# GOAL OF THE EXERCISE:
Each entry is to be output precisely as it appears.

= Beginning of Section =

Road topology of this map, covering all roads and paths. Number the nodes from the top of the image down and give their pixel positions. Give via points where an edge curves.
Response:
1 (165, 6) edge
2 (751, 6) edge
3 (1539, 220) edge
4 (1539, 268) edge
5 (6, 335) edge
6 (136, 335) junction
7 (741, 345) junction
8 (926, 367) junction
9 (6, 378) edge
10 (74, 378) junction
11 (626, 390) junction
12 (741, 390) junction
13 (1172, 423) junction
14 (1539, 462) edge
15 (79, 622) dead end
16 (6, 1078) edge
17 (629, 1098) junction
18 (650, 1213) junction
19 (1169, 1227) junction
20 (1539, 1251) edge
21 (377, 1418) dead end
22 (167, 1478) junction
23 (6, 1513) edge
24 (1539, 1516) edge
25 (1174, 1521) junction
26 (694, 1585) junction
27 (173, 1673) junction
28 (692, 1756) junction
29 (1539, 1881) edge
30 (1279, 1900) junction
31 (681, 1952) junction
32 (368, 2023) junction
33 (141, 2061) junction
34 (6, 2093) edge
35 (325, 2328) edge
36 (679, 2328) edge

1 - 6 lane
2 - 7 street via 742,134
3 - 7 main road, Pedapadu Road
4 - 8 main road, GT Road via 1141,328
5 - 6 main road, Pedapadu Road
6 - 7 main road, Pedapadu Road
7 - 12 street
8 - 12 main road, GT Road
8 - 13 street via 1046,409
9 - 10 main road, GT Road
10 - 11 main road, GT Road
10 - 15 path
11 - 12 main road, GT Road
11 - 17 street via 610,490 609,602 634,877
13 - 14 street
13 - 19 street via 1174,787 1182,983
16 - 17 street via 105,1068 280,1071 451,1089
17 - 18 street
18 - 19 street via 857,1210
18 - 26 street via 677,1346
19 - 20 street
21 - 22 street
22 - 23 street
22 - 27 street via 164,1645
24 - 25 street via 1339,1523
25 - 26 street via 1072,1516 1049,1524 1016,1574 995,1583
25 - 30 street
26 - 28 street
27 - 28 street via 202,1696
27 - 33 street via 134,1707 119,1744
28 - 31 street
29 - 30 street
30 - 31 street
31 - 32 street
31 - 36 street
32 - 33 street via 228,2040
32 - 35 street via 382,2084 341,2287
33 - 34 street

= End of Section =

# PROBLEM SOLUTION:
Road topology of this map, covering all roads and paths. Number the nodes from the top of the image down and give their pixel positions. Give via points where an edge curves.
Response:
1 (165, 6) edge
2 (751, 6) edge
3 (1539, 220) edge
4 (1539, 268) edge
5 (6, 335) edge
6 (136, 335) junction
7 (741, 345) junction
8 (926, 367) junction
9 (6, 378) edge
10 (74, 378) junction
11 (626, 390) junction
12 (741, 390) junction
13 (1172, 423) junction
14 (1539, 462) edge
15 (79, 622) dead end
16 (6, 1078) edge
17 (629, 1098) junction
18 (650, 1213) junction
19 (1169, 1227) junction
20 (1539, 1251) edge
21 (377, 1418) dead end
22 (167, 1478) junction
23 (6, 1513) edge
24 (1539, 1516) edge
25 (1174, 1521) junction
26 (694, 1585) junction
27 (173, 1673) junction
28 (692, 1756) junction
29 (1539, 1881) edge
30 (1279, 1900) junction
31 (681, 1952) junction
32 (368, 2023) junction
33 (141, 2061) junction
34 (6, 2093) edge
35 (325, 2328) edge
36 (679, 2328) edge

1 - 6 lane
2 - 7 street via 742,134
3 - 7 main road, Pedapadu Road
4 - 8 main road, GT Road via 1141,328
5 - 6 main road, Pedapadu Road
6 - 7 main road, Pedapadu Road
7 - 12 street
8 - 12 main road, GT Road
8 - 13 street via 1046,409
9 - 10 main road, GT Road
10 - 11 main road, GT Road
10 - 15 path
11 - 12 main road, GT Road
11 - 17 street via 610,490 609,602 634,877
13 - 14 street
13 - 19 street via 1174,787 1182,983
16 - 17 street via 105,1068 280,1071 451,1089
17 - 18 street
18 - 19 street via 857,1210
18 - 26 street via 677,1346
19 - 20 street
21 - 22 street
22 - 23 street
22 - 27 street via 164,1645
24 - 25 street via 1339,1523
25 - 26 street via 1072,1516 1049,1524 1016,1574 995,1583
25 - 30 street
26 - 28 street
27 - 28 street via 202,1696
27 - 33 street via 134,1707 119,1744
28 - 31 street
29 - 30 street
30 - 31 street
31 - 32 street
31 - 36 street
32 - 33 street via 228,2040
32 - 35 street via 382,2084 341,2287
33 - 34 street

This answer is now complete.